● Task goal: A verbatim copy of every record is required, and no pictures should be included.

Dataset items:
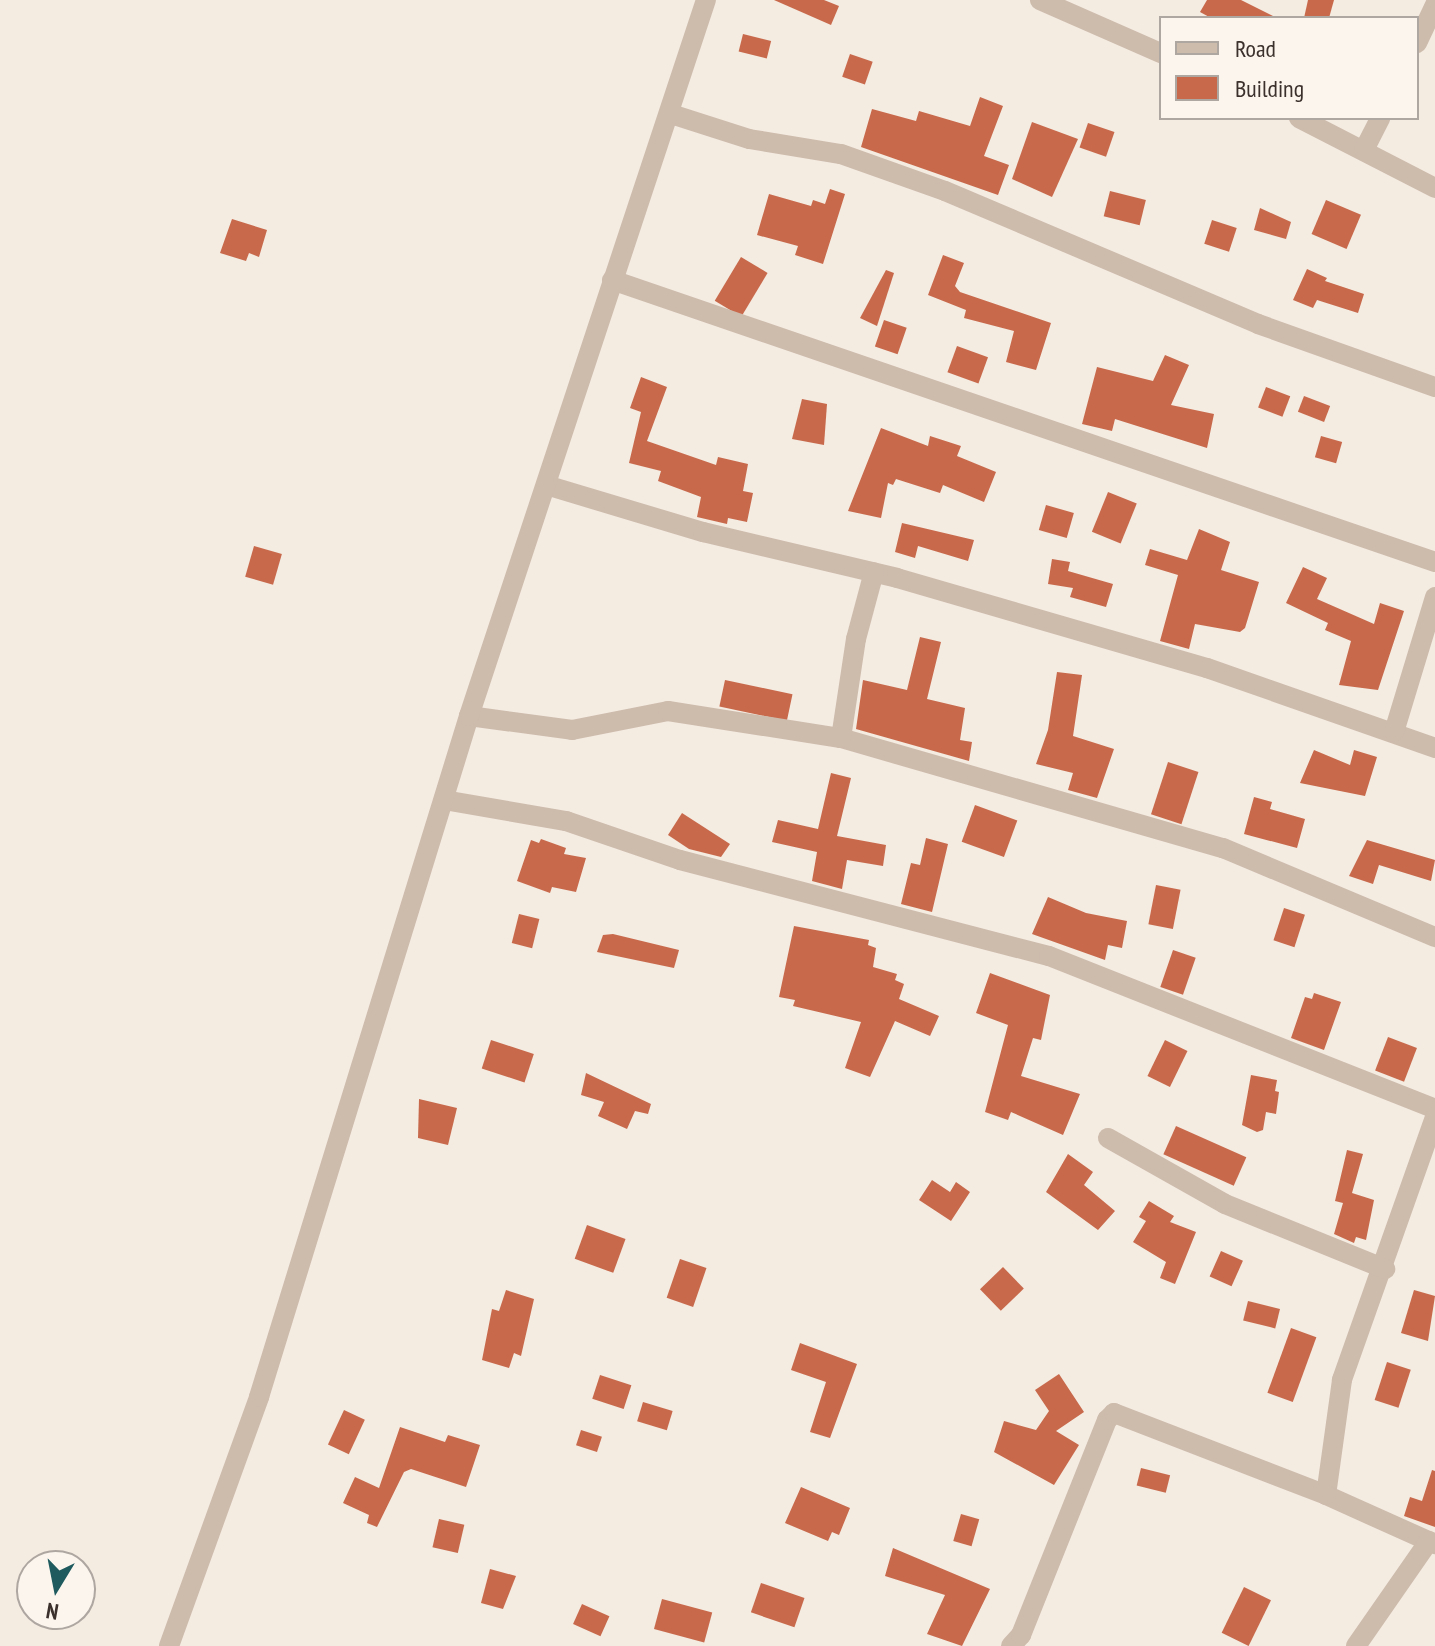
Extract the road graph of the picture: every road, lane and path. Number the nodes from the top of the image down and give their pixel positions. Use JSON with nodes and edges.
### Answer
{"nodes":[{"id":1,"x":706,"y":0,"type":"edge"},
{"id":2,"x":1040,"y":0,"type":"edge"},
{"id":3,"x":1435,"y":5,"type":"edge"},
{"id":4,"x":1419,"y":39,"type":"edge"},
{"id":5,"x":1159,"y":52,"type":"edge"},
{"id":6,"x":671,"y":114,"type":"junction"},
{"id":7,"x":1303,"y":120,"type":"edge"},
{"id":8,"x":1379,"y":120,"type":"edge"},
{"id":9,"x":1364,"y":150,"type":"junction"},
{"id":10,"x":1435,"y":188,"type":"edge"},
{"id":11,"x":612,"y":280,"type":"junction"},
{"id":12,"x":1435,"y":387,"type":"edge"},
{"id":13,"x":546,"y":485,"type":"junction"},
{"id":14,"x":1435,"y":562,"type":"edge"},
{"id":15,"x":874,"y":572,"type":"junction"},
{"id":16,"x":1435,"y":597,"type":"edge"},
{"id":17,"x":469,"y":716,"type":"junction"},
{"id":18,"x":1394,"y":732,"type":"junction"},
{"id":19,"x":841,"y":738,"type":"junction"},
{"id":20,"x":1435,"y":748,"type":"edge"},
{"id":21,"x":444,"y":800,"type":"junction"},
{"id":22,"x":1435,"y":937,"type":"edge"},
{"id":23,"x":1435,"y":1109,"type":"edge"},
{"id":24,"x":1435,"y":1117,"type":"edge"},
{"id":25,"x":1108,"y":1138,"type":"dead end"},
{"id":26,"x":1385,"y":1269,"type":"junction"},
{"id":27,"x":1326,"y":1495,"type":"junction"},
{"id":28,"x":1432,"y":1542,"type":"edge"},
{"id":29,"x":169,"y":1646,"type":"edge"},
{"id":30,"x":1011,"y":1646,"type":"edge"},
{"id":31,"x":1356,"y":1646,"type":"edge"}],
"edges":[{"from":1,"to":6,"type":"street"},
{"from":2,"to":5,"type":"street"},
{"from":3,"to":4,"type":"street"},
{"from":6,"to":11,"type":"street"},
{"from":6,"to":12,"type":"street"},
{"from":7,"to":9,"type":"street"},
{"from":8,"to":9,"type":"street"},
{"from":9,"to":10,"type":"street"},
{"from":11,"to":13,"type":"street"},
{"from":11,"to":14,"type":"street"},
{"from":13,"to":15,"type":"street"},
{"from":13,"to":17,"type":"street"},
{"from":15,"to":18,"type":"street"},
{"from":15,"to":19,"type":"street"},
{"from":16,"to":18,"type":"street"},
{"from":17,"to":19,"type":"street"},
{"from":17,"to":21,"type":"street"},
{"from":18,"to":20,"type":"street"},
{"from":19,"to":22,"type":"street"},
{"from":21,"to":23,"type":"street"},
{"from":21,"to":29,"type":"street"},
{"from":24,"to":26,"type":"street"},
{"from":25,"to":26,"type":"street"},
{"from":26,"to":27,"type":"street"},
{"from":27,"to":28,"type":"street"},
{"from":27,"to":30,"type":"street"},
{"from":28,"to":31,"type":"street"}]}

● Output for this task:
Extract the road graph of the picture: every road, lane and path. Number the nodes from the top of the image down and give their pixel positions. Use JSON with nodes and edges.
### Answer
{"nodes":[{"id":1,"x":706,"y":0,"type":"edge"},
{"id":2,"x":1040,"y":0,"type":"edge"},
{"id":3,"x":1435,"y":5,"type":"edge"},
{"id":4,"x":1419,"y":39,"type":"edge"},
{"id":5,"x":1159,"y":52,"type":"edge"},
{"id":6,"x":671,"y":114,"type":"junction"},
{"id":7,"x":1303,"y":120,"type":"edge"},
{"id":8,"x":1379,"y":120,"type":"edge"},
{"id":9,"x":1364,"y":150,"type":"junction"},
{"id":10,"x":1435,"y":188,"type":"edge"},
{"id":11,"x":612,"y":280,"type":"junction"},
{"id":12,"x":1435,"y":387,"type":"edge"},
{"id":13,"x":546,"y":485,"type":"junction"},
{"id":14,"x":1435,"y":562,"type":"edge"},
{"id":15,"x":874,"y":572,"type":"junction"},
{"id":16,"x":1435,"y":597,"type":"edge"},
{"id":17,"x":469,"y":716,"type":"junction"},
{"id":18,"x":1394,"y":732,"type":"junction"},
{"id":19,"x":841,"y":738,"type":"junction"},
{"id":20,"x":1435,"y":748,"type":"edge"},
{"id":21,"x":444,"y":800,"type":"junction"},
{"id":22,"x":1435,"y":937,"type":"edge"},
{"id":23,"x":1435,"y":1109,"type":"edge"},
{"id":24,"x":1435,"y":1117,"type":"edge"},
{"id":25,"x":1108,"y":1138,"type":"dead end"},
{"id":26,"x":1385,"y":1269,"type":"junction"},
{"id":27,"x":1326,"y":1495,"type":"junction"},
{"id":28,"x":1432,"y":1542,"type":"edge"},
{"id":29,"x":169,"y":1646,"type":"edge"},
{"id":30,"x":1011,"y":1646,"type":"edge"},
{"id":31,"x":1356,"y":1646,"type":"edge"}],
"edges":[{"from":1,"to":6,"type":"street"},
{"from":2,"to":5,"type":"street"},
{"from":3,"to":4,"type":"street"},
{"from":6,"to":11,"type":"street"},
{"from":6,"to":12,"type":"street"},
{"from":7,"to":9,"type":"street"},
{"from":8,"to":9,"type":"street"},
{"from":9,"to":10,"type":"street"},
{"from":11,"to":13,"type":"street"},
{"from":11,"to":14,"type":"street"},
{"from":13,"to":15,"type":"street"},
{"from":13,"to":17,"type":"street"},
{"from":15,"to":18,"type":"street"},
{"from":15,"to":19,"type":"street"},
{"from":16,"to":18,"type":"street"},
{"from":17,"to":19,"type":"street"},
{"from":17,"to":21,"type":"street"},
{"from":18,"to":20,"type":"street"},
{"from":19,"to":22,"type":"street"},
{"from":21,"to":23,"type":"street"},
{"from":21,"to":29,"type":"street"},
{"from":24,"to":26,"type":"street"},
{"from":25,"to":26,"type":"street"},
{"from":26,"to":27,"type":"street"},
{"from":27,"to":28,"type":"street"},
{"from":27,"to":30,"type":"street"},
{"from":28,"to":31,"type":"street"}]}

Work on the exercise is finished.